Task brief: Among the records that follow, find each line holding the word "main" and copy it.

──────────

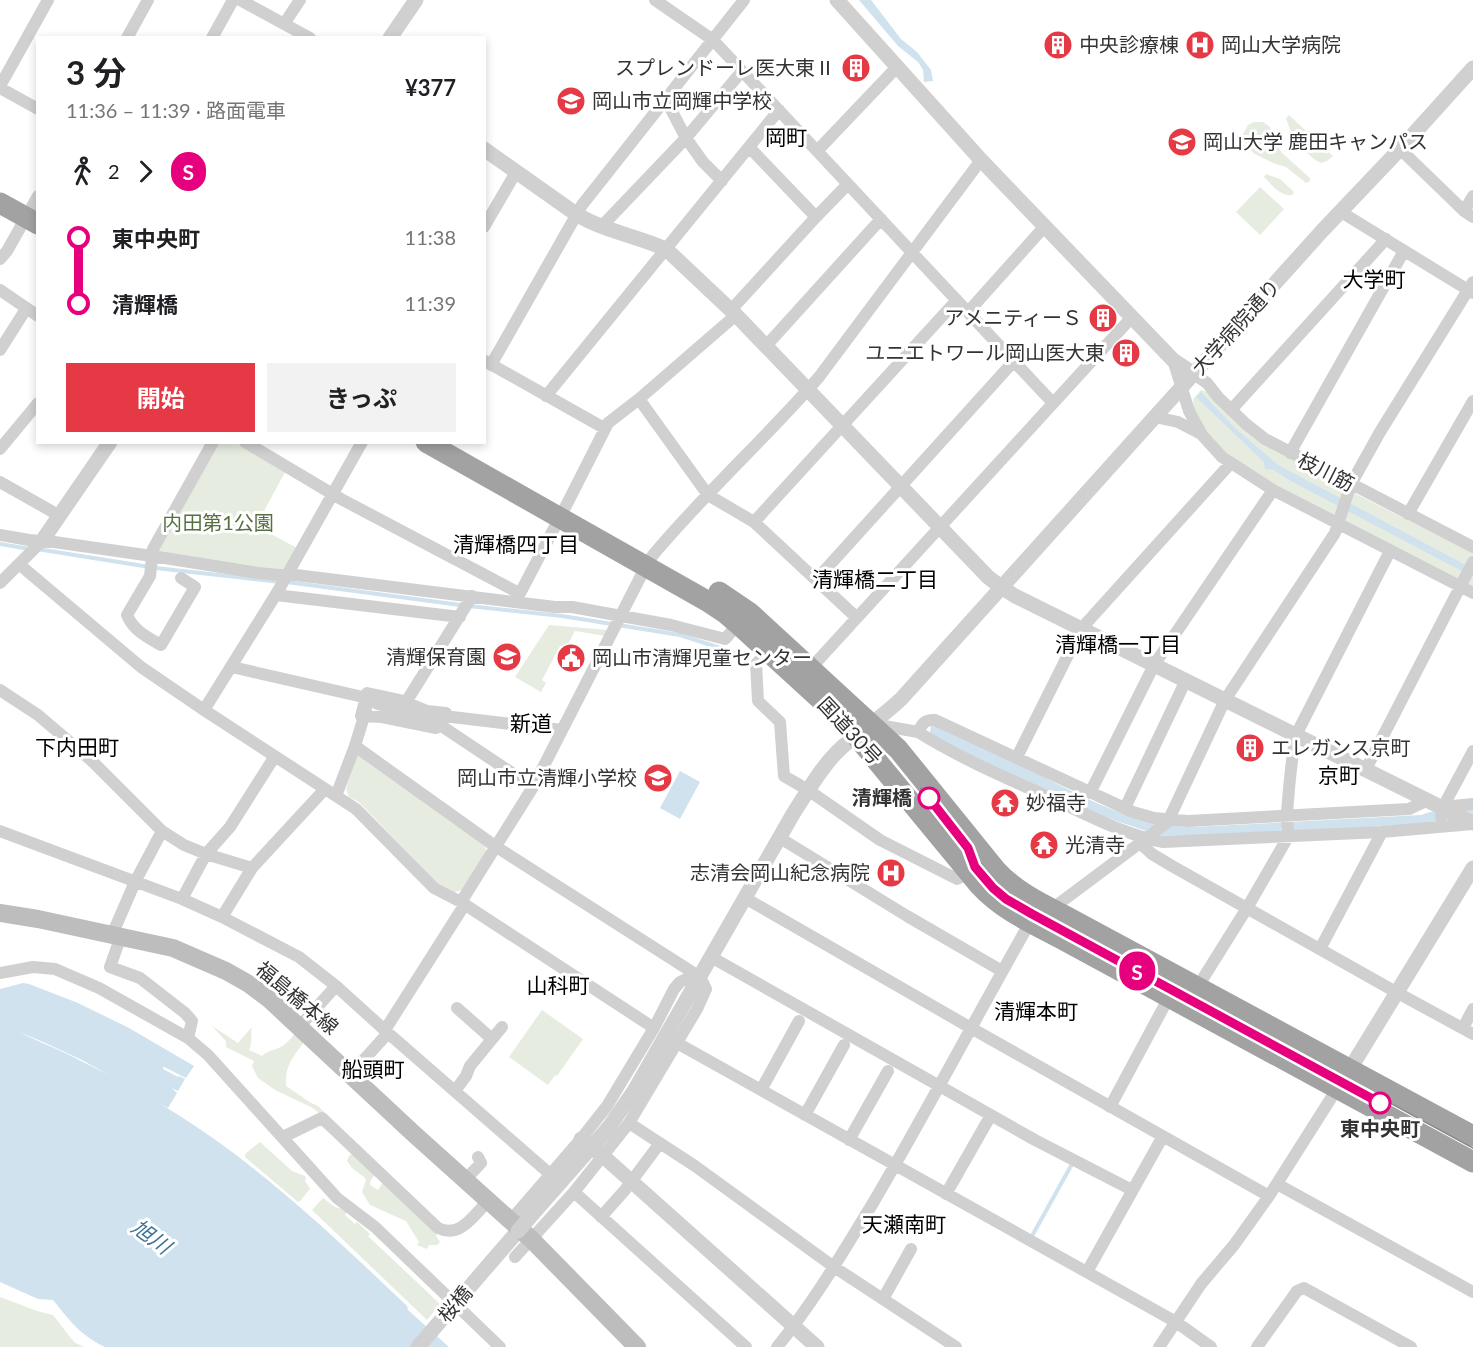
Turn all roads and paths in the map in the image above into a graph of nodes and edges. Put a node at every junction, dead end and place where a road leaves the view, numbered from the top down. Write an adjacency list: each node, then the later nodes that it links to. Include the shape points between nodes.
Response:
1 (48, 0): 19 (street)
2 (148, 0): 11 (street)
3 (233, 0): 12 (street)
4 (240, 0): 10 (street)
5 (300, 0): 10 (street)
6 (416, 0): 14 (street)
7 (655, 0): 15 (street)
8 (744, 0): 15 (street)
9 (837, 0): 16 (street)
10 (284, 24): 13 (street)
11 (128, 36)
12 (213, 36)
13 (302, 36)
14 (391, 36)
15 (712, 40): 18 (street); 20 (street)
16 (897, 68): 27 (street); 28 (street)
17 (1473, 68): 25 (street, 大学病院通り)
18 (742, 71): 22 (street); 23 (street)
19 (0, 87): 21 (street)
20 (666, 100): 23 (street); 37 (street)
21 (36, 108)
22 (779, 110): 24 (street); 27 (street)
23 (686, 138): 30 (street); 43 (street)
24 (749, 147): 30 (street); 39 (street)
25 (1400, 149): 36 (street, 大学病院通り); 38 (street)
26 (486, 150): 29 (street)
27 (817, 151): 31 (street)
28 (981, 160): 42 (street); 47 (street)
29 (516, 172): 37 (street); 41 (street)
30 (722, 181): 45 (street)
31 (848, 184): 39 (street); 40 (street)
32 (0, 187): 35 (highway)
33 (1473, 196): 38 (street)
34 (0, 203): 35 (highway)
35 (34, 210): 48 (street)
36 (1341, 212): 44 (street); 62 (street, 大学病院通り)
37 (576, 214): 43 (street); 61 (street)
38 (1468, 214)
39 (816, 217): 53 (street)
40 (881, 219): 47 (street); 57 (street)
41 (486, 224)
42 (1045, 226): 54 (street); 56 (street)
43 (602, 227): 45 (street)
44 (1386, 240): 46 (street); 70 (street)
45 (666, 249): 53 (street); 65 (street)
46 (1404, 251): 49 (street); 82 (street)
47 (912, 252): 51 (street); 64 (street)
48 (0, 259)
49 (1471, 288): 85 (street)
50 (0, 290): 52 (street)
51 (957, 300): 54 (street); 72 (street)
52 (26, 309): 55 (street); 58 (street)
53 (734, 312): 57 (street); 66 (street)
54 (968, 312): 60 (street)
55 (36, 315)
56 (1132, 316): 59 (street); 68 (street)
57 (766, 346): 64 (street)
58 (0, 350)
59 (1173, 360): 62 (street); 63 (street)
60 (1014, 361): 68 (street); 86 (street)
61 (488, 363): 65 (street)
62 (1194, 374): 63 (street, 大学病院通り); 70 (street, 枝川筋)
63 (1182, 388): 71 (street, 大学病院通り); 74 (street)
64 (809, 389): 72 (street); 89 (street)
65 (546, 396): 73 (street)
66 (639, 399): 73 (street); 89 (street)
67 (1473, 401): 91 (street)
68 (1053, 403): 95 (street)
69 (36, 405): 81 (street)
70 (1232, 410): 82 (street, 枝川筋, via 1264,439)
71 (1155, 417): 74 (street, via 1178,422); 109 (street, 大学病院通り)
72 (843, 425): 86 (street); 93 (street)
73 (604, 428): 90 (street)
74 (1202, 435): 83 (street)
75 (109, 444): 92 (street)
76 (212, 444): 101 (street, via 153,549)
77 (248, 444): 88 (street)
78 (361, 444): 88 (street)
79 (430, 444): 90 (highway, 国道30号)
80 (457, 444): 90 (highway, 国道30号)
81 (0, 449)
82 (1290, 453): 85 (street, 枝川筋)
83 (1230, 464): 87 (street); 117 (street)
84 (0, 482): 92 (street)
85 (1351, 484): 91 (street, 枝川筋); 94 (street)
86 (901, 486): 95 (street); 106 (street)
87 (1273, 490): 94 (street); 119 (street)
88 (333, 494): 104 (street); 112 (street)
89 (708, 495): 93 (street); 100 (street)
90 (563, 512): 100 (highway, 国道30号); 112 (street)
91 (1408, 514): 98 (street, 枝川筋)
92 (60, 516): 97 (street)
93 (754, 522): 106 (street)
94 (1338, 525): 99 (street); 125 (street)
95 (940, 527): 109 (street); 114 (street)
96 (0, 535): 97 (street, via 29,540)
97 (38, 546): 101 (street); 103 (street)
98 (1473, 547)
99 (1390, 551): 107 (street); 133 (street)
100 (650, 561): 115 (street); 116 (highway, 国道30号); 121 (highway, 国道30号, via 734,602)
101 (152, 562): 104 (street); 105 (street, via 150,576 127,615 140,633 160,645 195,587)
102 (1473, 563): 107 (street)
103 (20, 565): 108 (street); 127 (street, via 141,667)
104 (286, 577): 110 (street); 113 (street, via 296,574)
105 (181, 578)
106 (816, 580): 114 (street)
107 (1463, 582): 111 (street); 138 (street)
108 (0, 583)
109 (1001, 587): 117 (street); 131 (street, 大学病院通り, via 902,698)
110 (277, 593): 113 (street); 120 (street)
111 (1473, 593)
112 (517, 597): 113 (street); 115 (street, via 555,607 572,607)
113 (466, 607): 126 (street)
114 (857, 618): 121 (street)
115 (617, 622): 116 (street, via 671,625 725,639); 130 (street)
116 (738, 624): 118 (highway, 国道30号)
117 (1081, 629): 119 (street); 137 (street)
118 (769, 651): 131 (highway, 国道30号, via 837,714); 141 (street, via 756,664 758,701 780,722 784,776)
119 (1154, 664): 122 (street); 142 (street)
120 (232, 667): 124 (street); 127 (street)
121 (811, 668): 131 (highway, 国道30号)
122 (1186, 680): 125 (street); 146 (street)
123 (0, 690): 152 (street, via 38,715 92,761)
124 (367, 699): 126 (street); 128 (street)
125 (1225, 700): 133 (street); 149 (street)
126 (404, 706): 129 (street); 129 (street, via 446,713)
127 (204, 710): 136 (street)
128 (364, 716): 129 (street, via 436,728); 134 (street)
129 (442, 721): 130 (street); 139 (street)
130 (562, 730): 139 (street)
131 (865, 730): 132 (street); 141 (street, 大学病院通り, via 837,752); 161 (highway, 国道30号); 167 (highway, 国道30号, via 898,749 1004,878 1020,892)
132 (918, 732): 137 (street, via 924,722 934,720); 156 (street, via 1004,777)
133 (1296, 735): 138 (street); 148 (street)
134 (355, 746): 143 (street); 157 (street)
135 (1473, 751): 147 (street)
136 (275, 756): 140 (street); 158 (street, via 230,827)
137 (1017, 757): 142 (street)
138 (1366, 769): 144 (street)
139 (533, 787): 157 (street)
140 (325, 789): 143 (street); 159 (street)
141 (808, 790): 155 (street, 大学病院通り); 161 (street, via 880,840 957,879)
142 (1090, 792): 146 (street)
143 (336, 796): 165 (street, via 356,809 434,888)
144 (1428, 800): 147 (street); 148 (street, via 1409,809)
145 (1473, 804): 147 (street)
146 (1125, 808): 149 (street)
147 (1443, 815): 150 (street); 153 (street)
148 (1287, 818): 149 (street); 154 (street)
149 (1167, 821): 156 (street)
150 (1471, 822)
151 (0, 831): 162 (street)
152 (162, 831): 158 (street); 162 (street)
153 (1382, 831): 154 (street); 172 (street)
154 (1288, 835): 156 (street, via 1163,842); 166 (street)
155 (780, 838): 163 (street, 大学病院通り); 174 (street)
156 (1146, 839): 166 (street, via 1152,854); 167 (street)
157 (495, 846): 165 (street); 176 (street)
158 (206, 854): 159 (street); 164 (street)
159 (252, 868): 169 (street)
160 (1473, 868): 179 (street)
161 (969, 873): 170 (highway, 国道30号, via 994,901)
162 (135, 882): 164 (street); 171 (street)
163 (746, 898): 173 (street, 桜橋); 187 (street)
164 (182, 899): 169 (street)
165 (463, 903): 186 (street); 189 (street)
166 (1246, 908): 172 (street); 178 (street)
167 (1052, 909): 170 (street); 178 (highway, 国道30号)
168 (0, 914): 171 (main road, 福島橋本線)
169 (222, 917): 177 (street, via 299,957)
170 (1033, 924): 174 (street, via 1024,931); 180 (highway, 国道30号)
171 (116, 936): 185 (main road, 福島橋本線, via 173,948 226,971 258,991); 190 (street, via 110,967 140,978 185,1013 192,1021)
172 (1320, 949): 179 (street)
173 (711, 957): 176 (street, 桜橋); 197 (street)
174 (1002, 971): 187 (street)
175 (0, 973): 190 (street, via 33,967 55,969 99,988)
176 (700, 977): 186 (street, via 687,979 674,988); 192 (street, via 706,989); 209 (street, 桜橋, via 634,1091 609,1127)
177 (336, 986): 185 (street); 189 (street)
178 (1197, 988): 194 (highway, 国道30号)
179 (1396, 992): 188 (street); 194 (street)
180 (1169, 997): 198 (highway, 国道30号); 201 (street)
181 (456, 1008): 191 (street)
182 (1473, 1009): 188 (street)
183 (799, 1021): 200 (street)
184 (502, 1027): 191 (street)
185 (299, 1028): 196 (main road, 福島橋本線)
186 (654, 1028): 209 (street)
187 (971, 1028): 197 (street); 201 (street)
188 (1468, 1031)
189 (386, 1032): 196 (street); 199 (street)
190 (188, 1038): 207 (street)
191 (492, 1039): 199 (street)
192 (677, 1043): 200 (street); 204 (street)
193 (844, 1045): 203 (street)
194 (1350, 1069): 198 (street); 206 (highway, 国道30号)
195 (888, 1071): 208 (street)
196 (350, 1075): 216 (main road, 福島橋本線)
197 (939, 1085): 202 (street); 214 (street)
198 (1338, 1088): 213 (highway, 国道30号); 218 (street)
199 (454, 1090): 215 (street)
200 (761, 1090): 203 (street)
201 (1110, 1107): 205 (street)
202 (991, 1114): 219 (street); 221 (street)
203 (805, 1115): 208 (street)
204 (629, 1123): 210 (street); 211 (street)
205 (1163, 1136): 219 (street); 222 (street)
206 (1473, 1136)
207 (283, 1137): 223 (street, via 322,1118 445,1231 462,1228); 235 (street, via 337,1198 375,1227)
208 (849, 1140): 214 (street)
209 (589, 1143): 211 (street); 215 (street); 225 (street, 桜橋, bridge)
210 (660, 1143): 217 (street); 228 (street)
211 (603, 1156): 217 (street); 220 (street)
212 (478, 1157): 216 (street, via 481,1163)
213 (1473, 1162)
214 (895, 1165): 221 (street); 228 (street)
215 (550, 1173): 225 (street)
216 (465, 1180): 223 (main road, 福島橋本線)
217 (631, 1181): 224 (street); 233 (street)
218 (1277, 1184): 222 (street); 230 (street)
219 (1132, 1190): 229 (street)
220 (574, 1192): 224 (street); 225 (street)
221 (946, 1194): 229 (street)
222 (1269, 1196): 232 (street)
223 (488, 1201): 225 (main road, 福島橋本線)
224 (601, 1217): 237 (street)
225 (520, 1230): 227 (street); 234 (street, 桜橋, bridge); 236 (main road, 福島橋本線)
226 (911, 1249): 231 (street)
227 (515, 1257)
228 (834, 1267): 231 (street); 233 (street)
229 (1087, 1272): 232 (street)
230 (1473, 1292)
231 (883, 1299): 240 (street)
232 (1176, 1322): 241 (street); 242 (street)
233 (794, 1326): 238 (street); 239 (street)
234 (418, 1347)
235 (500, 1347)
236 (637, 1347)
237 (746, 1347)
238 (777, 1347)
239 (818, 1347)
240 (956, 1347)
241 (1159, 1347)
242 (1211, 1347)
243 (1257, 1347): 244 (street, via 1297,1291 1304,1288)
244 (1411, 1347)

──────────

Solved problem:
168 (0, 914): 171 (main road, 福島橋本線)
171 (116, 936): 185 (main road, 福島橋本線, via 173,948 226,971 258,991); 190 (street, via 110,967 140,978 185,1013 192,1021)
185 (299, 1028): 196 (main road, 福島橋本線)
196 (350, 1075): 216 (main road, 福島橋本線)
216 (465, 1180): 223 (main road, 福島橋本線)
223 (488, 1201): 225 (main road, 福島橋本線)
225 (520, 1230): 227 (street); 234 (street, 桜橋, bridge); 236 (main road, 福島橋本線)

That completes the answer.